Prior to and at the start of hostilities, the waters around Wake were patrolled by two USN submarines, the and the . Prior to the battle, a USS Triton crew member became sick and was dropped off at Wake Island on December 1, 1941. He became a prisoner of war at the conclusion of the battle and survived WWII.

Assigned to Submarine Division 62, Triton made a training cruise to Midway from 30 August to 15 September, then participated in local and fleet operations in the Hawaiian area. On 19 November, the submarine headed west to conduct a practice war patrol and arrived off Wake on 26 November 1941. On 8 December, she saw columns of smoke rising over the island, but assumed it was caused by construction work being done ashore. That night, when she surfaced to charge her batteries, she was informed by radio from Wake that Pearl Harbor had been bombed and was ordered to stay out of range of Wake's guns. The next morning, Triton observed the Japanese bombing the island. On the night of 10 December, she surfaced and was charging her batteries when flashes of light from Wake revealed a destroyer or light cruiser on a parallel course. The submarine was silhouetted against the moon, and the enemy ship turned towards her. Triton went deep and began evasive action. When the Japanese ship slowed astern, the submarine came to 120 ft and fired four stern torpedoes—the first American torpedoes shot during World War II—on sonar bearings. She heard a dull explosion 58 seconds later and believed one had hit the target, then went to 175 ft and cleared the area. (No sinking was recorded, and she was not credited with one.) After their initial repulse on 11 December, the Japanese returned with two aircraft carriers, Hiryū and Sōryū; Triton was not informed, and made no attacks on them. Neither did she make any effort to evacuate people from Wake. On 21 December, the submarine was ordered to return to Hawaii, and she arrived back at Pearl Harbor on 31 December 1941.
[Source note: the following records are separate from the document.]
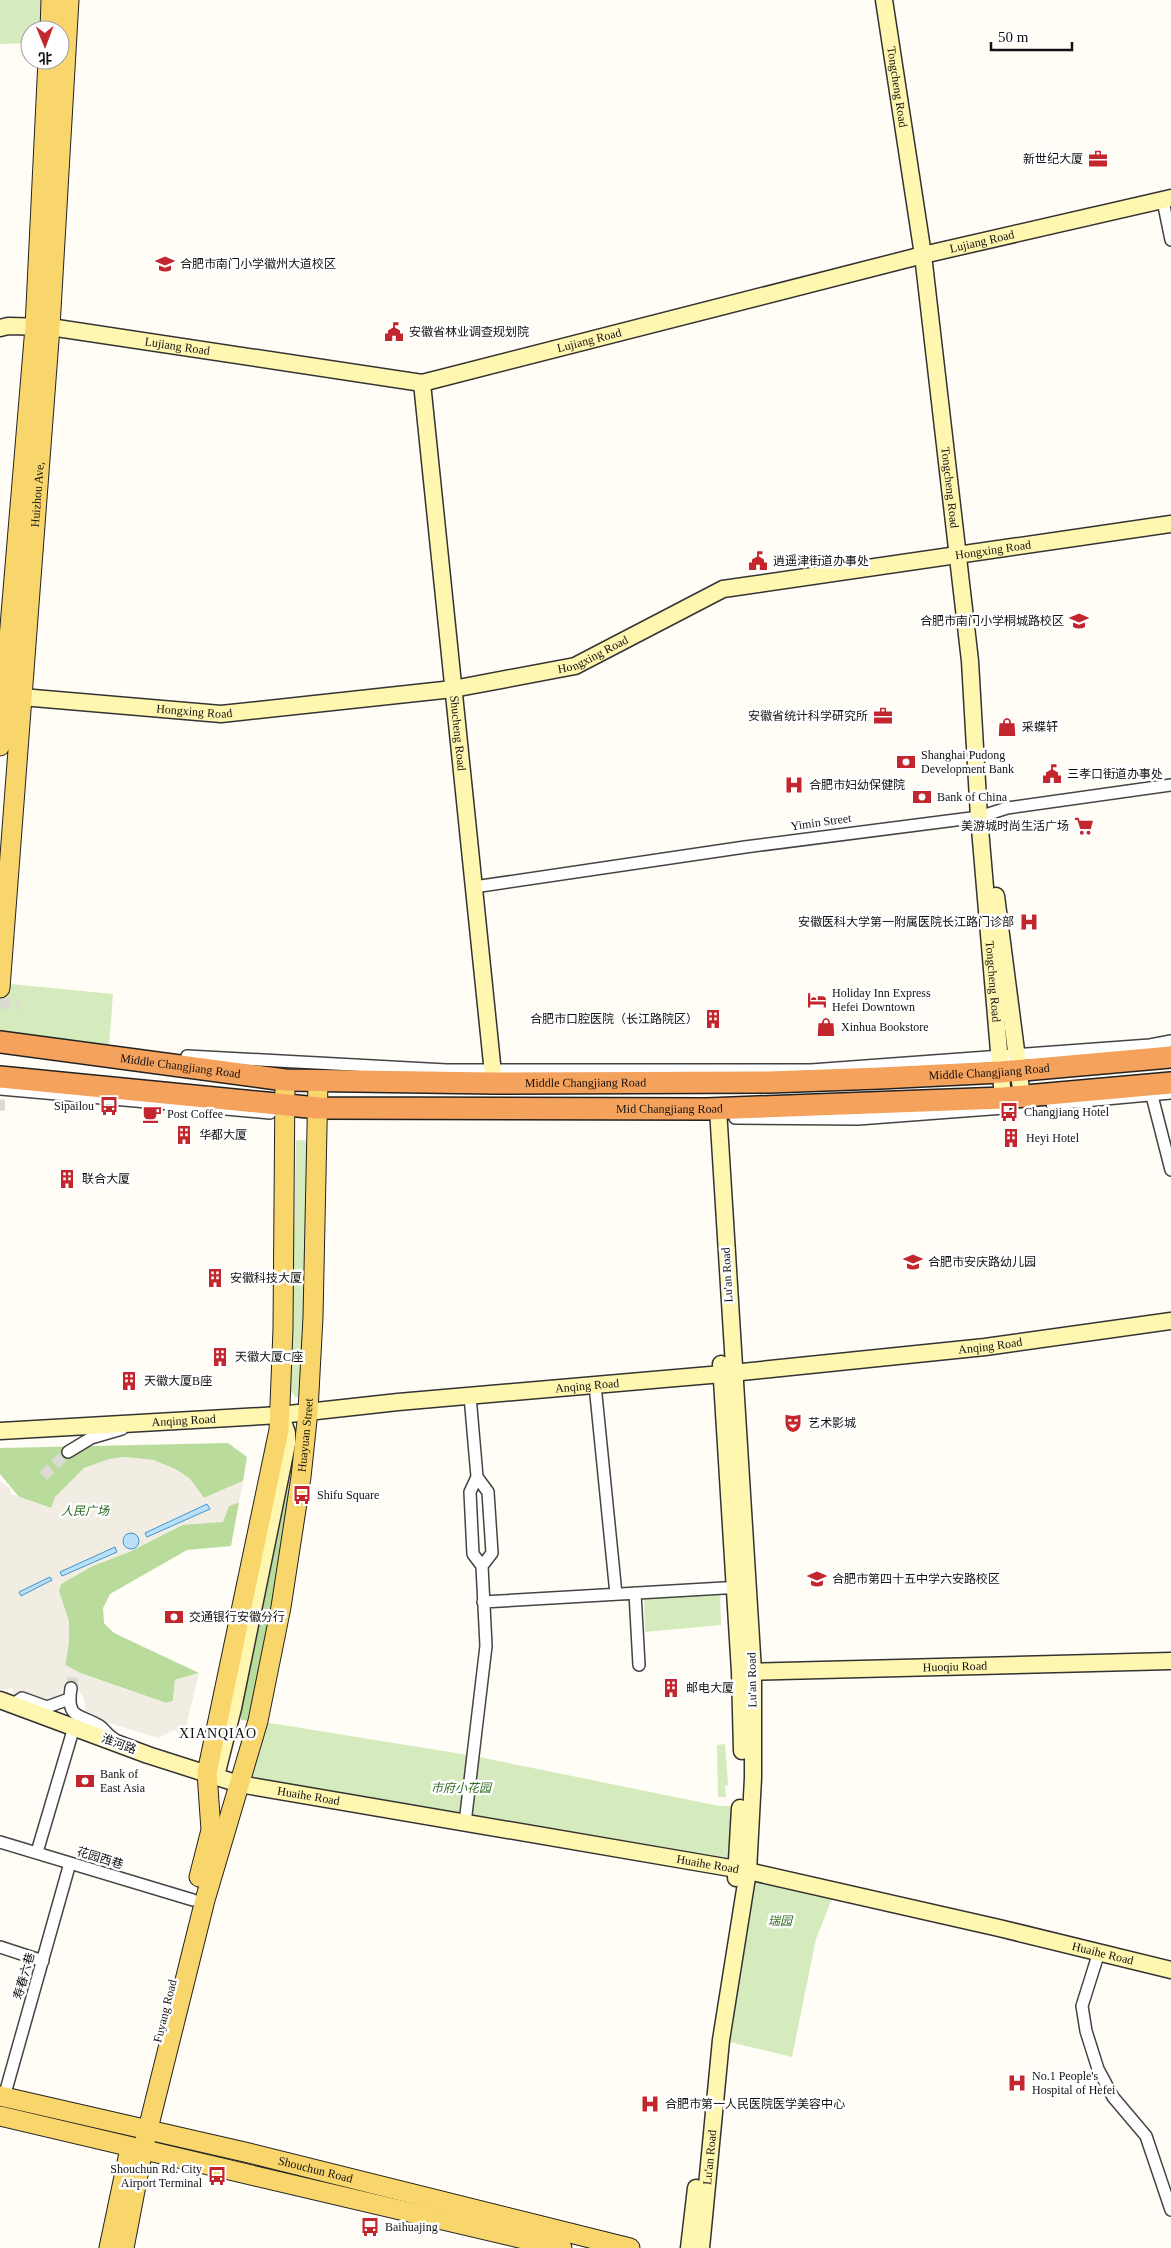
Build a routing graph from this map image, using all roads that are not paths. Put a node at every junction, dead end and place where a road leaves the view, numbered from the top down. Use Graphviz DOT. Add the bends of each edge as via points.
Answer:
graph roads {
  1 [pos="51,0"];
  2 [pos="70,0"];
  3 [pos="884,0"];
  4 [pos="894,0"];
  5 [pos="50,20"];
  6 [pos="48,70"];
  7 [pos="1167,200"];
  8 [pos="1171,240"];
  9 [pos="926,254"];
  10 [pos="43,327"];
  11 [pos="0,328"];
  12 [pos="422,383"];
  13 [pos="1171,524"];
  14 [pos="962,554"];
  15 [pos="453,689"];
  16 [pos="9,696"];
  17 [pos="0,746"];
  18 [pos="1171,784"];
  19 [pos="983,816"];
  20 [pos="474,887"];
  21 [pos="0,988"];
  22 [pos="0,1031"];
  23 [pos="1171,1041"];
  24 [pos="0,1042"];
  25 [pos="1171,1057"];
  26 [pos="1009,1063"];
  27 [pos="0,1077"];
  28 [pos="493,1077"];
  29 [pos="285,1080"];
  30 [pos="318,1081"];
  31 [pos="1171,1083"];
  32 [pos="0,1089"];
  33 [pos="1171,1093"];
  34 [pos="1152,1096"];
  35 [pos="1013,1098"];
  36 [pos="284,1110"];
  37 [pos="318,1112"];
  38 [pos="713,1113"];
  39 [pos="1171,1170"];
  40 [pos="1171,1321"];
  41 [pos="728,1373"];
  42 [pos="595,1385"];
  43 [pos="470,1396"];
  44 [pos="308,1411"];
  45 [pos="280,1415"];
  46 [pos="136,1425"];
  47 [pos="0,1431"];
  48 [pos="68,1452"];
  49 [pos="477,1477"];
  50 [pos="482,1566"];
  51 [pos="741,1587"];
  52 [pos="635,1593"];
  53 [pos="616,1594"];
  54 [pos="483,1602"];
  55 [pos="1171,1661"];
  56 [pos="639,1665"];
  57 [pos="747,1671"];
  58 [pos="6,1703"];
  59 [pos="74,1728"];
  60 [pos="140,1751"];
  61 [pos="212,1775"];
  62 [pos="239,1784"];
  63 [pos="465,1823"];
  64 [pos="0,1842"];
  65 [pos="37,1852"];
  66 [pos="70,1863"];
  67 [pos="742,1870"];
  68 [pos="193,1900"];
  69 [pos="0,1946"];
  70 [pos="1099,1952"];
  71 [pos="43,1961"];
  72 [pos="1171,1970"];
  73 [pos="2,2097"];
  74 [pos="0,2116"];
  75 [pos="139,2138"];
  76 [pos="1171,2210"];
  77 [pos="109,2248"];
  78 [pos="124,2248"];
  79 [pos="562,2248"];
  80 [pos="630,2248"];
  81 [pos="689,2248"];
  82 [pos="701,2248"];
  1 -- 5 [label="main road"];
  2 -- 10 [label="main road, Huizhou Ave,"];
  3 -- 9 [label="street, Tongcheng Road"];
  4 -- 9 [label="street, Tongcheng Road"];
  6 -- 10 [label="main road, Huizhou Ave,"];
  7 -- 8 [label="street"];
  7 -- 9 [label="street, Lujiang Road"];
  9 -- 12 [label="street, Lujiang Road"];
  9 -- 14 [label="street, Tongcheng Road"];
  10 -- 11 [label="street, Lujiang Road"];
  10 -- 12 [label="street, Lujiang Road"];
  10 -- 16 [label="main road, Huizhou Ave,"];
  12 -- 15 [label="street, Shucheng Road"];
  13 -- 14 [label="street, Hongxing Road"];
  14 -- 15 [label="street, Hongxing Road" via="723,589 575,666"];
  14 -- 19 [label="street, Tongcheng Road"];
  15 -- 16 [label="street, Hongxing Road" via="221,714"];
  15 -- 20 [label="street, Shucheng Road"];
  16 -- 17 [label="main road, Huizhou Ave,"];
  16 -- 21 [label="main road, Huizhou Ave,"];
  18 -- 19 [label="street, Yimin Street" via="1007,808"];
  19 -- 20 [label="street, Yimin Street" via="764,844"];
  19 -- 26 [label="street, Tongcheng Road"];
  20 -- 28 [label="street, Shucheng Road"];
  22 -- 28 [label="street" via="201,1058 446,1070"];
  23 -- 26 [label="street"];
  24 -- 29 [label="highway, Middle Changjiang Road"];
  25 -- 26 [label="highway, Middle Changjiang Road"];
  26 -- 28 [label="highway, Middle Changjiang Road" via="769,1082"];
  26 -- 35 [label="street, Tongcheng Road"];
  27 -- 36 [label="highway"];
  28 -- 30 [label="highway, Middle Changjiang Road"];
  29 -- 30 [label="highway, Middle Changjiang Road"];
  29 -- 36 [label="main road"];
  30 -- 37 [label="main road, Huayuan Street"];
  31 -- 35 [label="highway"];
  32 -- 36 [label="street" via="246,1112"];
  33 -- 34 [label="street"];
  34 -- 38 [label="street" via="858,1119"];
  34 -- 39 [label="street"];
  35 -- 38 [label="highway, Mid Changjiang Road"];
  36 -- 37 [label="highway"];
  36 -- 45 [label="main road"];
  37 -- 38 [label="highway, Mid Changjiang Road"];
  37 -- 44 [label="main road, Huayuan Street"];
  38 -- 41 [label="street, Lu'an Road"];
  40 -- 41 [label="street, Anqing Road" via="984,1347"];
  41 -- 42 [label="street, Anqing Road"];
  41 -- 51 [label="street, Lu'an Road"];
  42 -- 43 [label="street, Anqing Road"];
  42 -- 53 [label="street"];
  43 -- 44 [label="street, Anqing Road"];
  43 -- 49 [label="street"];
  44 -- 45 [label="street, Anqing Road"];
  44 -- 62 [label="main road, Huayuan Street" via="281,1608 258,1721"];
  45 -- 46 [label="street, Anqing Road"];
  45 -- 61 [label="main road"];
  46 -- 47 [label="street, Anqing Road"];
  46 -- 48 [label="street" via="91,1438"];
  49 -- 50 [label="street" via="470,1492 473,1554"];
  49 -- 50 [label="street" via="488,1492 492,1553"];
  50 -- 54 [label="street"];
  51 -- 52 [label="street"];
  51 -- 57 [label="street, Lu'an Road"];
  52 -- 53 [label="street"];
  52 -- 56 [label="street"];
  53 -- 54 [label="street"];
  54 -- 63 [label="street" via="486,1646"];
  55 -- 57 [label="street, Huoqiu Road"];
  57 -- 67 [label="street, Lu'an Road"];
  58 -- 59 [label="street, 淮河路"];
  58 -- 60 [label="street" via="22,1698 47,1707 70,1694 73,1710 79,1718 100,1726 107,1735"];
  59 -- 60 [label="street, 淮河路"];
  59 -- 65 [label="street"];
  60 -- 61 [label="street, 淮河路"];
  61 -- 62 [label="street, 淮河路"];
  61 -- 68 [label="main road, Fuyang Road" via="211,1830"];
  62 -- 63 [label="street, Huaihe Road"];
  62 -- 75 [label="main road, Fuyang Road"];
  63 -- 67 [label="street, Huaihe Road"];
  64 -- 65 [label="street, 花园西巷"];
  65 -- 66 [label="street, 花园西巷"];
  66 -- 68 [label="street, 花园西巷"];
  66 -- 71 [label="street, 寿春六巷"];
  67 -- 70 [label="street, Huaihe Road"];
  67 -- 81 [label="street, Lu'an Road"];
  67 -- 82 [label="street, Lu'an Road" via="721,2040"];
  68 -- 75 [label="main road, Fuyang Road"];
  69 -- 71 [label="street"];
  70 -- 72 [label="street, Huaihe Road"];
  70 -- 76 [label="street" via="1082,2006 1086,2031 1098,2069 1113,2097 1146,2136"];
  71 -- 73 [label="street, 寿春六巷"];
  73 -- 75 [label="main road, Shouchun Road"];
  74 -- 75 [label="main road, Shouchun Road"];
  75 -- 77 [label="main road, Fuyang Road"];
  75 -- 78 [label="main road, Fuyang Road"];
  75 -- 79 [label="main road, Shouchun Road"];
  75 -- 80 [label="main road, Shouchun Road" via="249,2154"];
}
Tambor was one of the USN's new fleet submarines when it was commissioned in June 1940, and was on a peacetime patrol near Wake Island when war broke out. It was on patrol near Wake until it had an engine failure and had to go back to port. It had to be repaired and did not return service until early 1942. It was able to observe the Japanese invasion fleet on 10 December 1941, bombarding Wake and its subsequent withdrawal south; however, the Tambor did not pursue them as this was in Tritons patrol area so it headed north. Tambor had to return to its home port in Hawaii in mid-December due to mechanical difficulties and did not have any combat engagements.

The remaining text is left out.